The Waiting Place...
Dr. Seuss put it well in the book entitled "Oh the Places You'll Go".
He says that there is a most useless place called The Waiting Place...
"...for people just waiting.
Waiting for a train to go
or a bus to come, or a plane to go
or the mail to come, or the rain to go
or the phone to ring, or the snow to snow
or waiting around for a Yes or No
or waiting for their hair to grow.
Everyone is just waiting.
Waiting for the fish to bite
or waiting for wind to fly a kite
or waiting around for a Friday night
or waiting, perhaps, for their Uncle Jake
or a pot to boil, or a Better Break
or a string of pearls, or a pair of pants
or a wig with curls, or Another Chance.
Everyone is just waiting."
It's a very real place...The Waiting Place....and we've all been there.
My very good friend is trying to get pregnant. And she and I count her cycle days and then we wish for the next day and then we wish for the next day and then we wish for the day when she can take a pregnancy test. I remember playing this game too. I remember the disappointment of the negative pregnancy test and then wishing for the next cycle to come and go so I could test again.
Then I got pregnant and I thought "Good Lord What Have I Done?" I don't regret a single thing about getting pregnant, however, I do look back on all my angst and eagerness and think that I could have just been happy for where I was at that time in my life. I could have just relaxed a bit and enjoyed the ride.

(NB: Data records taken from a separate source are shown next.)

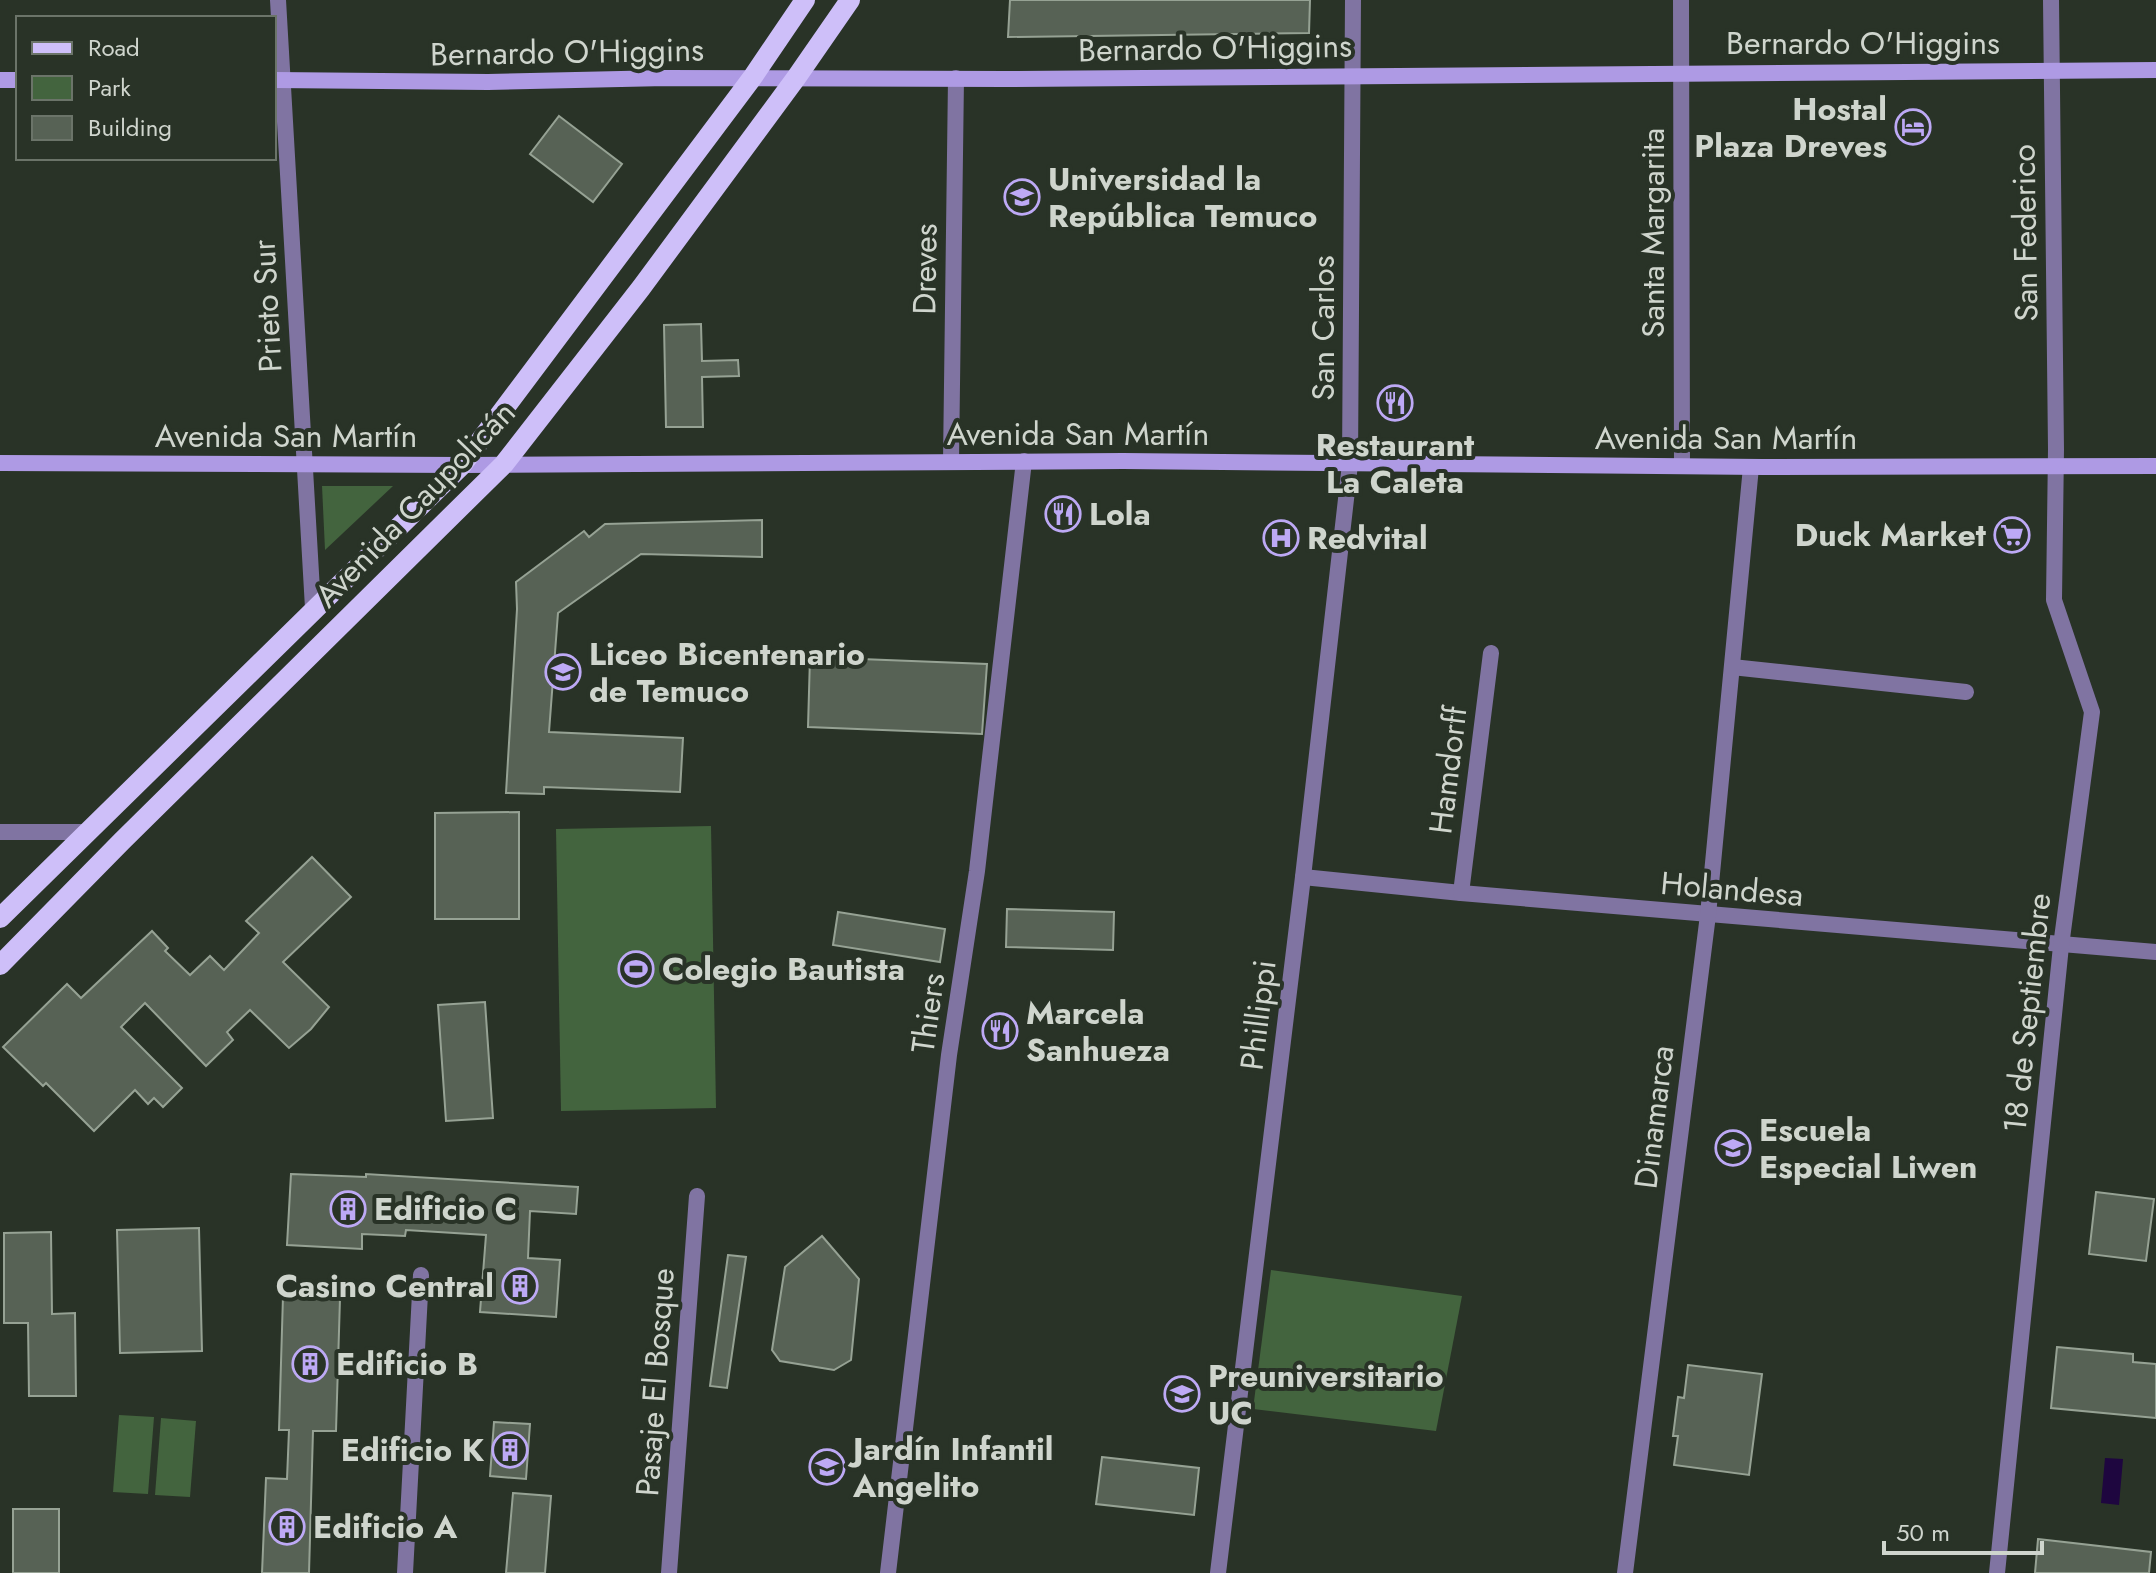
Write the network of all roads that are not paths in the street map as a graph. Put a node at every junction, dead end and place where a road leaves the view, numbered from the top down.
1 (278, 0) edge
2 (805, 0) edge
3 (850, 0) edge
4 (1353, 0) edge
5 (1681, 0) edge
6 (2051, 0) edge
7 (2156, 70) edge
8 (2051, 71) junction
9 (1681, 72) junction
10 (1352, 74) junction
11 (752, 78) junction
12 (796, 78) junction
13 (956, 78) junction
14 (278, 80) edge
15 (951, 461) junction
16 (1024, 461) junction
17 (0, 463) edge
18 (305, 464) junction
19 (504, 464) junction
20 (1350, 464) junction
21 (462, 465) junction
22 (1682, 465) junction
23 (2056, 465) junction
24 (2156, 466) edge
25 (1751, 467) junction
26 (313, 608) junction
27 (1491, 653) dead end
28 (1732, 667) junction
29 (1966, 692) dead end
30 (0, 832) edge
31 (87, 832) junction
32 (1303, 877) junction
33 (1461, 893) junction
34 (1708, 915) junction
35 (0, 918) edge
36 (2061, 946) junction
37 (2156, 952) edge
38 (0, 965) edge
39 (697, 1196) dead end
40 (421, 1275) dead end
41 (405, 1573) edge
42 (669, 1573) edge
43 (888, 1573) edge
44 (1218, 1573) edge
45 (1625, 1573) edge
46 (1997, 1573) edge

1 - 14 street, Prieto Sur
2 - 11 main road, Avenida Caupolicán
3 - 12 main road, Avenida Caupolicán
4 - 10 street, San Carlos
5 - 9 street, Santa Margarita
6 - 8 street, San Federico
7 - 8 main road, Bernardo O'Higgins
8 - 9 main road, Bernardo O'Higgins
8 - 23 street, San Federico
9 - 10 main road, Bernardo O'Higgins
9 - 22 street, Santa Margarita
10 - 13 main road, Bernardo O'Higgins
10 - 20 street, San Carlos
11 - 12 main road, Bernardo O'Higgins
11 - 14 main road, Bernardo O'Higgins
11 - 21 main road, Avenida Caupolicán
12 - 13 main road, Bernardo O'Higgins
12 - 19 main road, Avenida Caupolicán
13 - 15 street, Dreves
14 - 18 street, Prieto Sur
15 - 16 main road, Avenida San Martín
15 - 19 main road, Avenida San Martín
16 - 20 main road, Avenida San Martín
16 - 43 street, Thiers
17 - 18 main road, Avenida San Martín
18 - 21 main road, Avenida San Martín
18 - 26 street, Prieto Sur
19 - 21 main road, Avenida San Martín
19 - 38 main road, Avenida Caupolicán
20 - 22 main road, Avenida San Martín
20 - 32 street, Phillippi
21 - 26 main road, Avenida Caupolicán
22 - 25 main road, Avenida San Martín
23 - 24 main road, Avenida San Martín
23 - 25 main road, Avenida San Martín
23 - 36 street, 18 de Septiembre
25 - 28 street, Dinamarca
26 - 31 main road, Avenida Caupolicán
27 - 33 street, Hamdorff
28 - 29 street
28 - 34 street, Dinamarca
30 - 31 street
31 - 35 main road, Avenida Caupolicán
32 - 33 street, Holandesa
32 - 44 street, Phillippi
33 - 34 street, Holandesa
34 - 36 street, Holandesa
34 - 45 street, Dinamarca
36 - 37 street, Holandesa
36 - 46 street, 18 de Septiembre
39 - 42 street, Pasaje El Bosque
40 - 41 street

Then, in the early weeks of pregnancy, you just keep wanting the weeks to go by so you can feel certain that your wee one is past the twelve-week safe zone. You want the next doctor's appointment to come and go so you can hear his or her heartbeat on the Doppler. You wait impatiently for an ultrasound so you can see his little face and hands. Then you eagerly await the first kick.
And before you even know what has happened, you find yourself with four days left of work, 38 weeks pregnant with swollen feet, no clothes that fit, aching joints and a hot water bottle perpetually glued to your lower back, wondering if this will ever be over. But any mother will tell you not to wish it away. They will tell you that you will miss this, despite how hard it is to believe. You'll miss feeling the tumbling movements and the mystique of what is causing the bony protrusion next to your navel. You'll miss the nocturnal kicks and the night-time cravings. You think you're sleep deprived now, they say. You'll miss all this glorious sleep you are able to get now. You'll love your new family, but you'll also miss all the glorious together time of just you and your spouse. You'll miss conversations about things other than diapers and the consistency of shits and sore nipples and the cost of diapers.
So, whether you find yourself wishfully on cycle day 2 with a hopeful uterus just eager to get growing or whether you find yourself potentially 15 days from a brand new family, or wherever you find yourself, just be careful not to wish away the best days, the best moments, the best sensations, the best parts of your journey.
1 comment:
thanks mel ... i needed that reminder as i often find myself wishing away THIS state of sleeplessness, somewhat annoying "quirks" of my children, the inertia of my brain on maternity leave, etc .... sometimes it feels like i'm always waiting for the next phase when everything will be perfect ... thanks for making me relax, breathe and attempt to enjoy the ride.
oh, and i'm sure your sleeplessness and my sleeplessness and millions of other parent's sleeplessness are pretty much the same -- no better, no owrse -- thus begging the question "how long before they are cranky teenagers who sleep until noon?"